Martha Quest by Doris Lessing
"Martha Quest" is the inaugural novel in Doris Lessing's "Children of Violence" series, set in the years 1934 to 1938. The story follows Martha Quest, a young woman grappling with the disquiet of her adolescent years amid the political and social turbulence of a world emerging from one war and on the brink of another. As an astute observer, Martha feels disconnected from both the grand historical events and the trivialities of everyday life, leading her to seek solace in literature.
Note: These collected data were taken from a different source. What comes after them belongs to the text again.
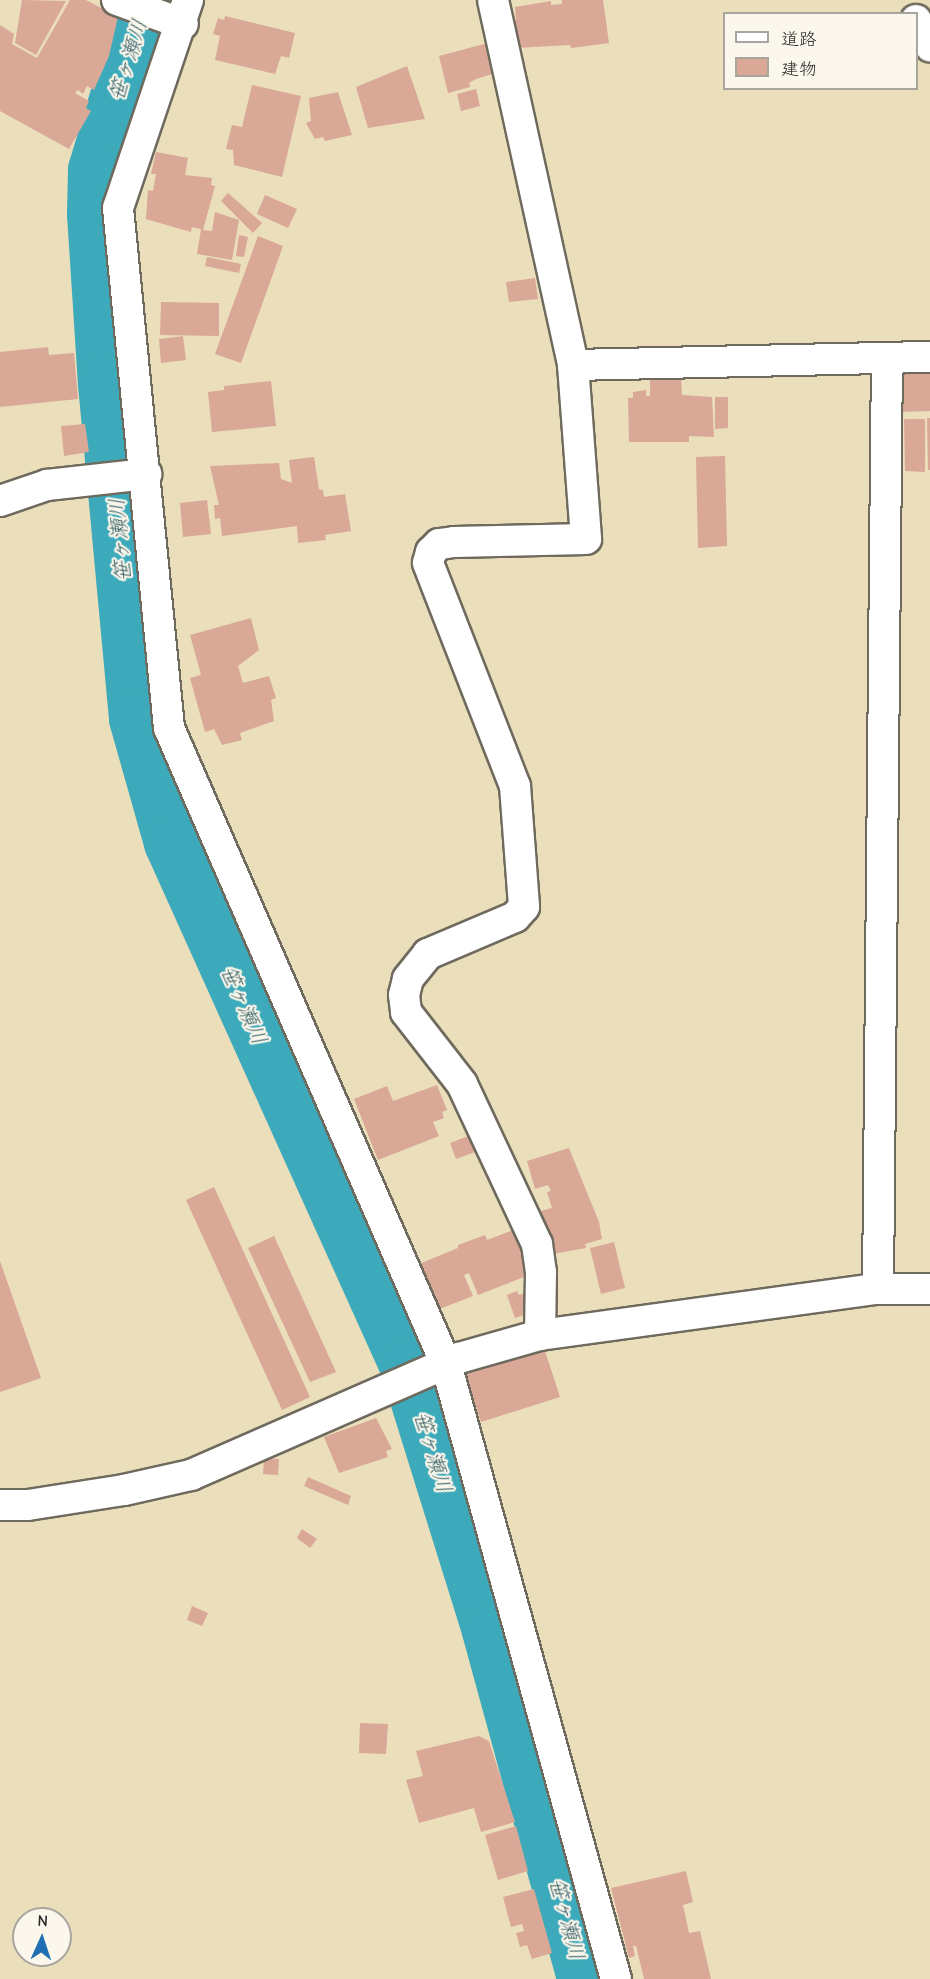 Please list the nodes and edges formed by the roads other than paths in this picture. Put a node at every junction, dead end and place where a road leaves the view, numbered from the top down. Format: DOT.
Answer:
graph roads {
  1 [pos="493,0"];
  2 [pos="121,2"];
  3 [pos="181,14"];
  4 [pos="918,24"];
  5 [pos="930,46"];
  6 [pos="930,357"];
  7 [pos="887,358"];
  8 [pos="573,365"];
  9 [pos="142,475"];
  10 [pos="0,501"];
  11 [pos="878,1289"];
  12 [pos="930,1289"];
  13 [pos="540,1335"];
  14 [pos="439,1367"];
  15 [pos="0,1505"];
  16 [pos="616,1979"];
  1 -- 8 [label="street"];
  2 -- 3 [label="street"];
  3 -- 9 [label="street"];
  4 -- 5 [label="street"];
  6 -- 7 [label="street"];
  7 -- 8 [label="street"];
  7 -- 11 [label="street"];
  8 -- 13 [label="street"];
  9 -- 10 [label="street"];
  9 -- 14 [label="street"];
  11 -- 12 [label="street"];
  11 -- 13 [label="street"];
  13 -- 14 [label="street"];
  14 -- 15 [label="street"];
  14 -- 16 [label="street"];
} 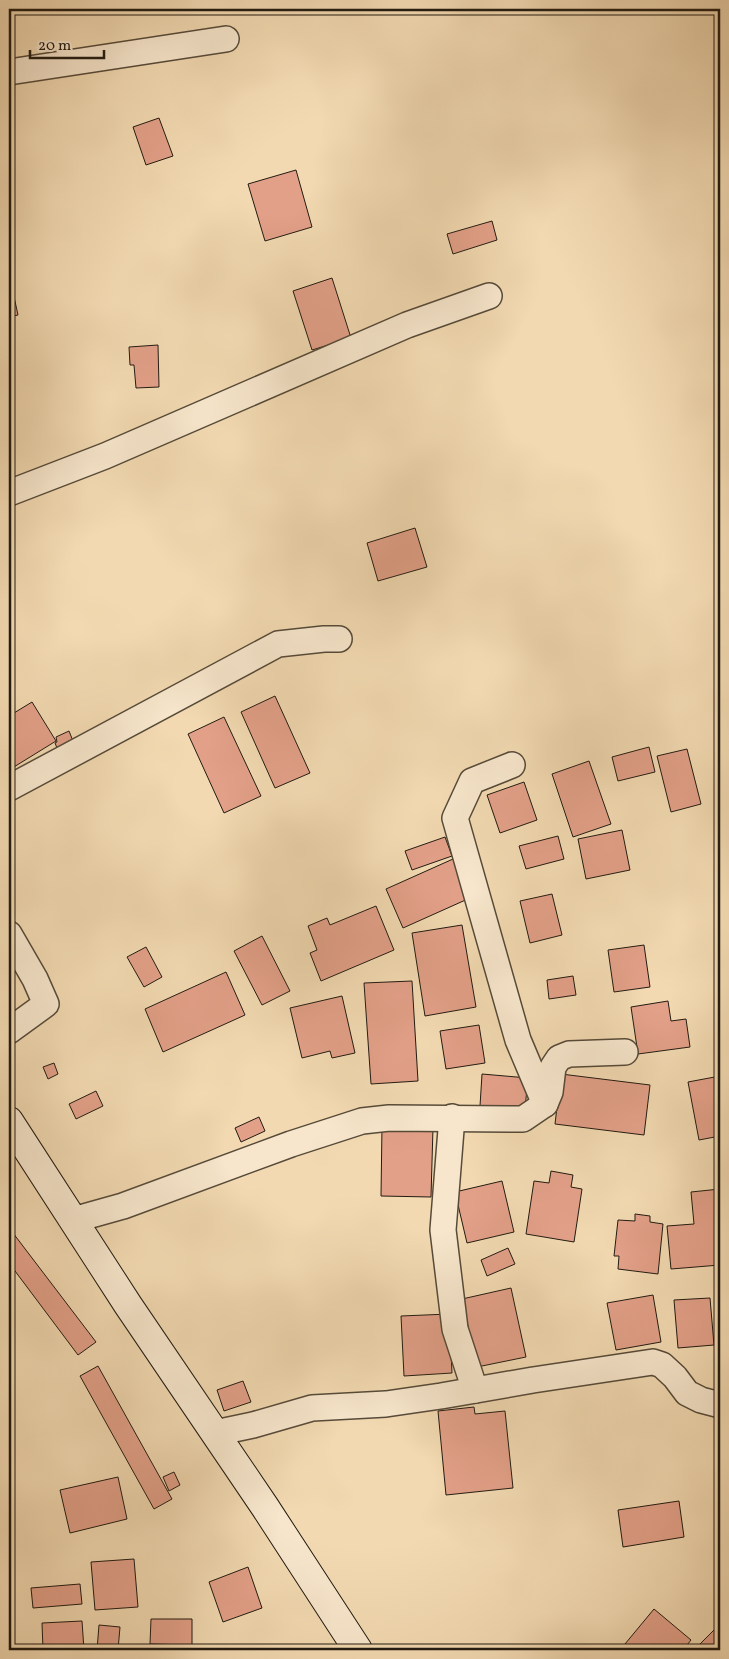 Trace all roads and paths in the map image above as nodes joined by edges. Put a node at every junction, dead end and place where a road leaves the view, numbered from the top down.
1 (226, 39) dead end
2 (9, 72) edge
3 (489, 296) dead end
4 (9, 493) edge
5 (338, 639) dead end
6 (512, 765) dead end
7 (9, 788) edge
8 (9, 934) edge
9 (9, 1031) edge
10 (625, 1052) dead end
11 (545, 1104) junction
12 (452, 1117) junction
13 (9, 1121) edge
14 (73, 1220) junction
15 (475, 1390) junction
16 (720, 1405) edge
17 (215, 1432) junction
18 (358, 1650) edge

1 - 2 street
3 - 4 street
5 - 7 street
6 - 11 street
8 - 9 street
10 - 11 street
11 - 12 street
12 - 14 street
12 - 15 street
13 - 14 main road
14 - 17 main road
15 - 16 street
15 - 17 street
17 - 18 main road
Her discontent drives her to leave her rural community for the fictional city of Zambesia, South Africa, where she navigates complex relationships and a quest for self-identity.
Martha's journey is marked by her attempts to find fulfillment through romantic entanglements, including her relationship with a Jewish musician named Adolph, which is influenced by her awareness of societal prejudices. As she becomes involved with a group of carefree young adults, the backdrop of impending war and societal pressures culminates in her hasty marriage to Douglas, a civil servant. Despite marrying without love, Martha grapples with conflicting emotions and the realization that her choices may not lead to the happiness she seeks. The novel concludes with her struggle to reconcile her feelings, hinting at the uncertainty of her future. "Martha Quest" serves as a poignant exploration of identity, societal constraints, and the complexities of love and desire.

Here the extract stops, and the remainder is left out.